◆ **Exercise requirements**: Based on the listing below, report how many lines contain the word "main". Nothing but the number, please.

◆ **Records for this exercise**:
╔══
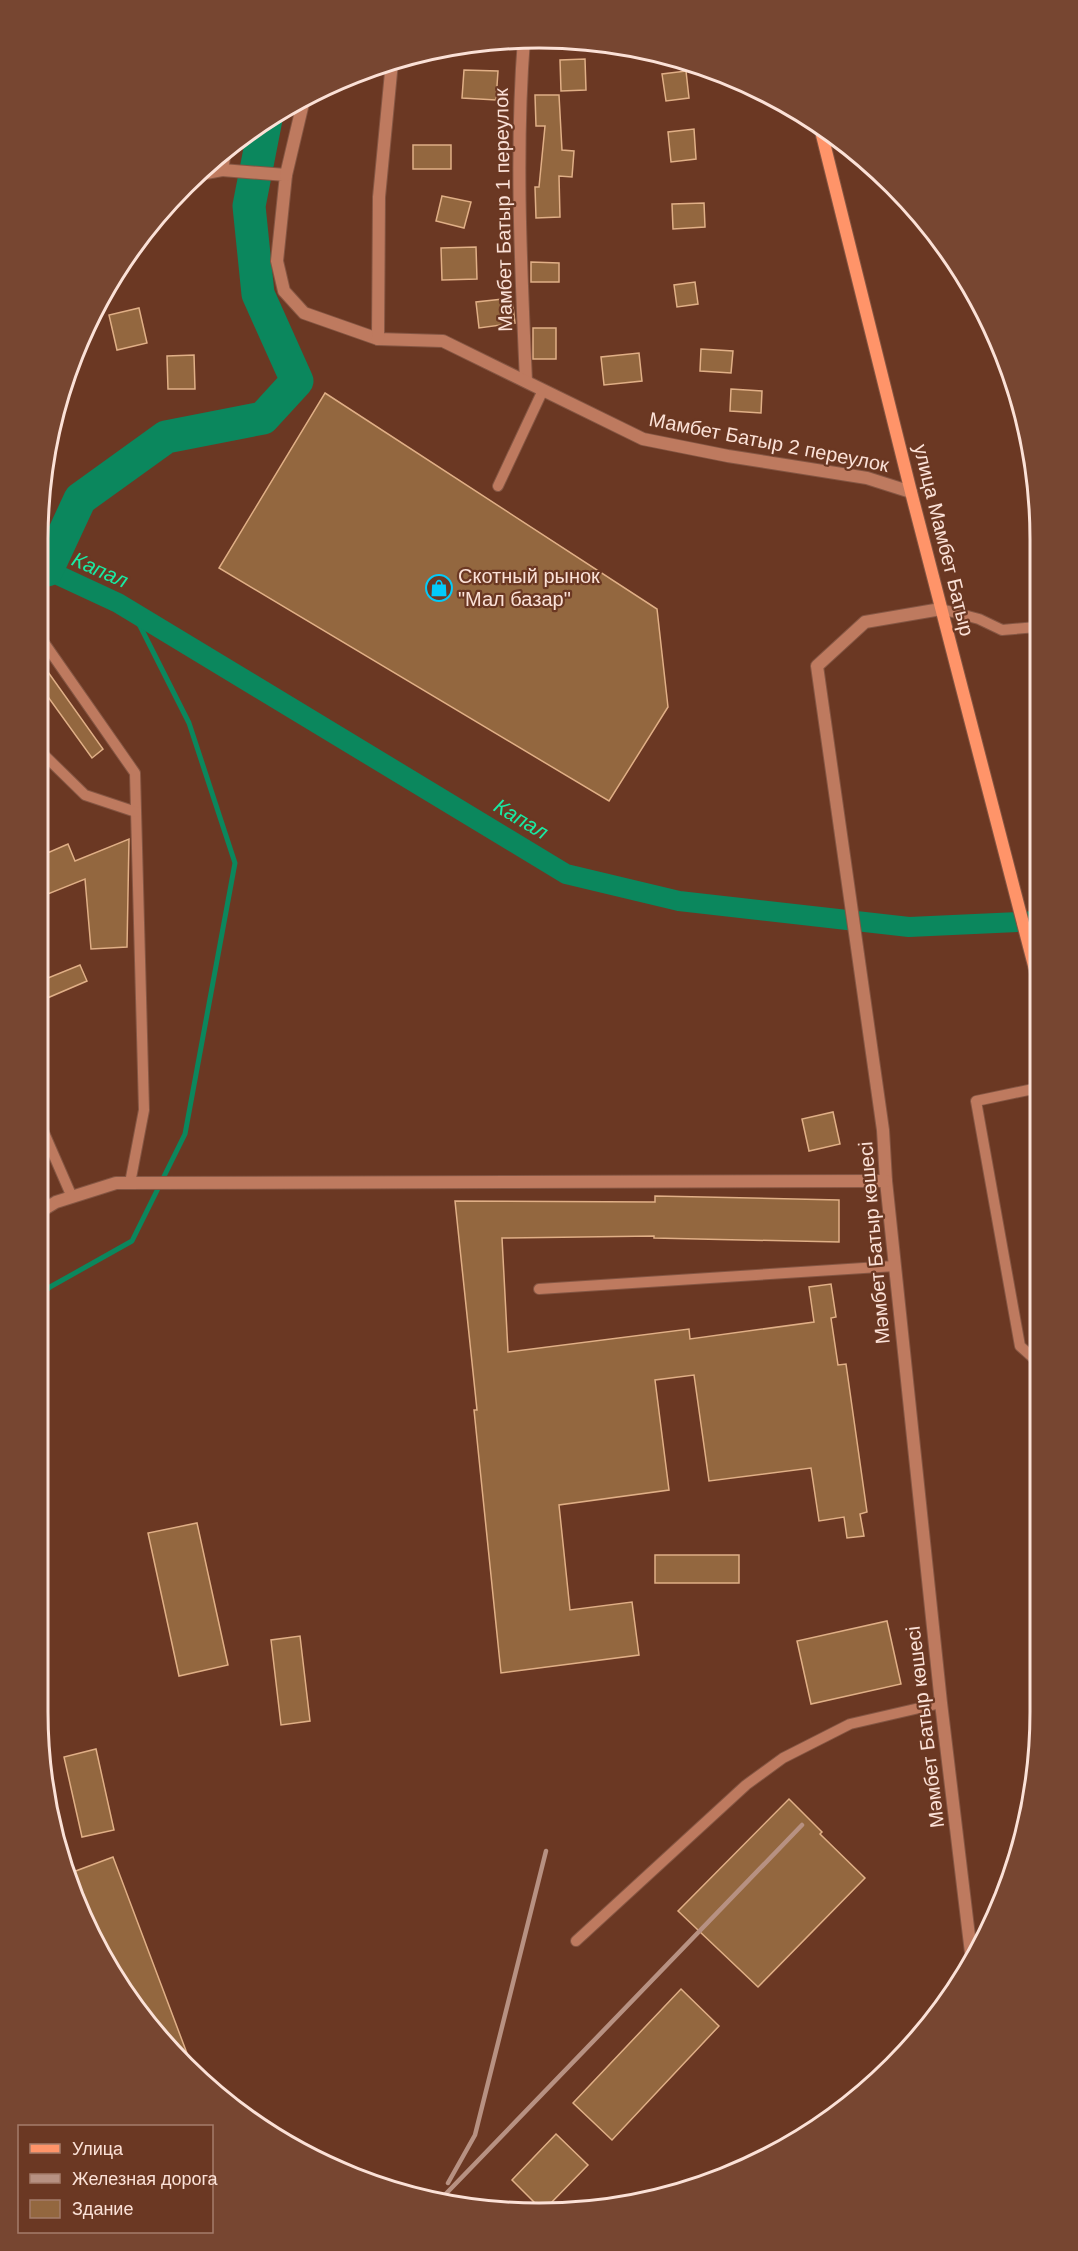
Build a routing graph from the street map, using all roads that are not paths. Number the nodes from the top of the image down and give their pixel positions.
1 (523, 48) edge
2 (391, 71) edge
3 (301, 110) edge
4 (823, 139) edge
5 (223, 163) edge
6 (222, 170) junction
7 (213, 172) edge
8 (286, 175) junction
9 (378, 339) junction
10 (526, 381) junction
11 (543, 390) junction
12 (498, 486) dead end
13 (911, 492) junction
14 (941, 609) junction
15 (1030, 628) edge
16 (48, 648) edge
17 (48, 759) edge
18 (136, 813) junction
19 (1030, 951) edge
20 (1030, 1090) edge
21 (48, 1142) edge
22 (886, 1181) junction
23 (130, 1183) junction
24 (72, 1197) junction
25 (48, 1207) edge
26 (895, 1266) junction
27 (539, 1288) dead end
28 (1030, 1355) edge
29 (941, 1703) junction
30 (576, 1941) dead end
31 (970, 1946) edge

1 - 10 street, Мамбет Батыр 1 переулок
2 - 9 street
3 - 8 street, Мамбет Батыр 2 переулок
4 - 13 main road, улица Мамбет Батыр
5 - 6 street
6 - 7 street
6 - 8 street
8 - 9 street, Мамбет Батыр 2 переулок
9 - 10 street, Мамбет Батыр 2 переулок
10 - 11 street, Мамбет Батыр 2 переулок
11 - 12 lane
11 - 13 street, Мамбет Батыр 2 переулок
13 - 14 main road, улица Мамбет Батыр
14 - 15 lane
14 - 19 main road, улица Мамбет Батыр
14 - 22 street, Мәмбет Батыр көшесі
16 - 18 lane
17 - 18 lane
18 - 23 lane
20 - 28 lane
21 - 24 lane
22 - 23 street
22 - 26 street, Мәмбет Батыр көшесі
23 - 24 street
24 - 25 street
26 - 27 lane
26 - 29 street, Мәмбет Батыр көшесі
29 - 30 lane
29 - 31 street, Мәмбет Батыр көшесі

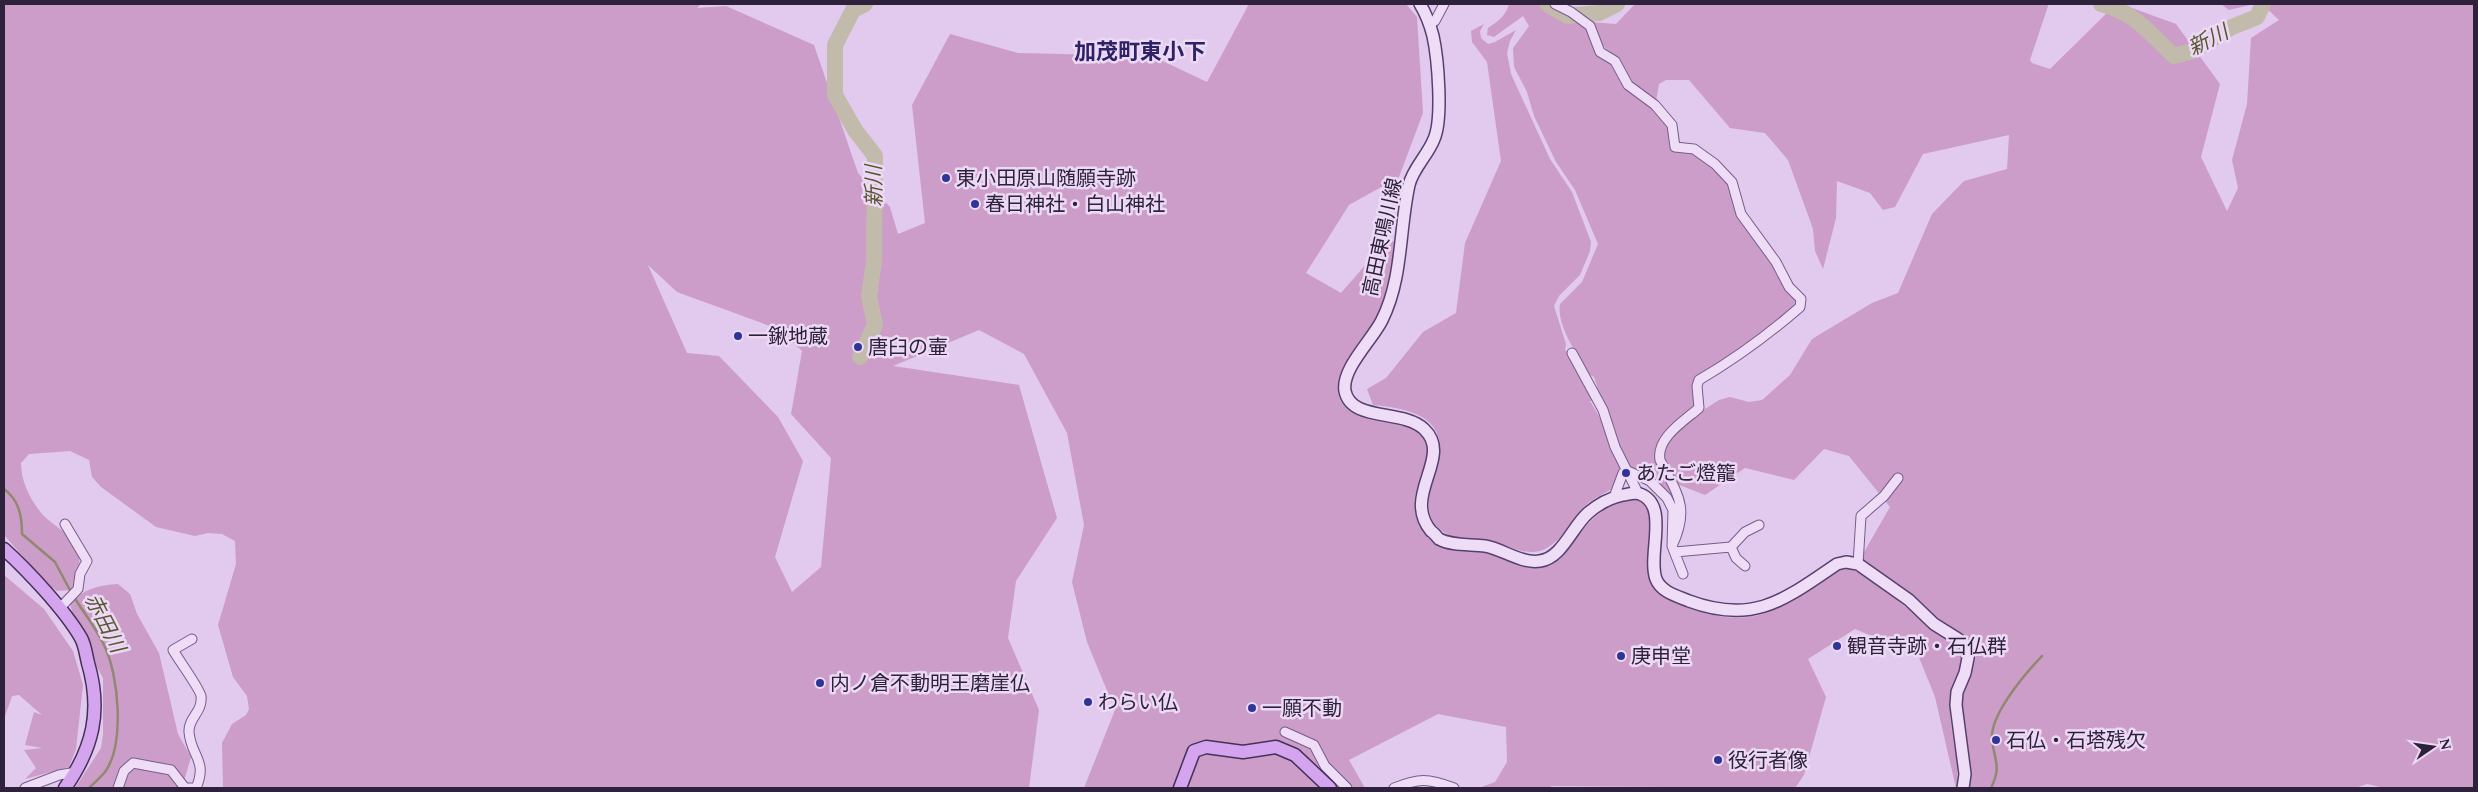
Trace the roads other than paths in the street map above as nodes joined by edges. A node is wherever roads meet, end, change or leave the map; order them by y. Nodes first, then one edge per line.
1 (1420, 4) edge
2 (1444, 4) edge
3 (1555, 4) edge
4 (1430, 24) junction
5 (1572, 353) dead end
6 (1628, 471) junction
7 (1898, 478) dead end
8 (1638, 493) junction
9 (1614, 497) junction
10 (65, 524) dead end
11 (1759, 526) dead end
12 (1731, 547) junction
13 (4, 548) edge
14 (1674, 549) junction
15 (1858, 564) junction
16 (1745, 566) dead end
17 (1683, 574) dead end
18 (59, 609) junction
19 (192, 639) dead end
20 (1284, 732) dead end
21 (76, 772) junction
22 (24, 788) edge
23 (64, 788) edge
24 (118, 788) edge
25 (186, 788) edge
26 (1180, 788) edge
27 (1330, 788) edge
28 (1348, 788) edge
29 (1394, 788) edge
30 (1454, 788) edge
31 (1962, 788) edge

1 - 4 main road, 高田東鳴川線
2 - 4 street
3 - 14 street
4 - 9 main road, 高田東鳴川線
5 - 6 street
6 - 8 street
6 - 9 street
6 - 14 street
7 - 15 street
8 - 9 main road, 高田東鳴川線
8 - 15 main road
10 - 18 street
11 - 12 street
12 - 14 street
12 - 16 street
13 - 18 main road
14 - 17 street
15 - 31 main road
18 - 21 main road
19 - 25 street
20 - 28 street
21 - 22 street
21 - 23 main road
24 - 25 street
26 - 27 main road
29 - 30 street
╚══
◆ **Worked solution**: 12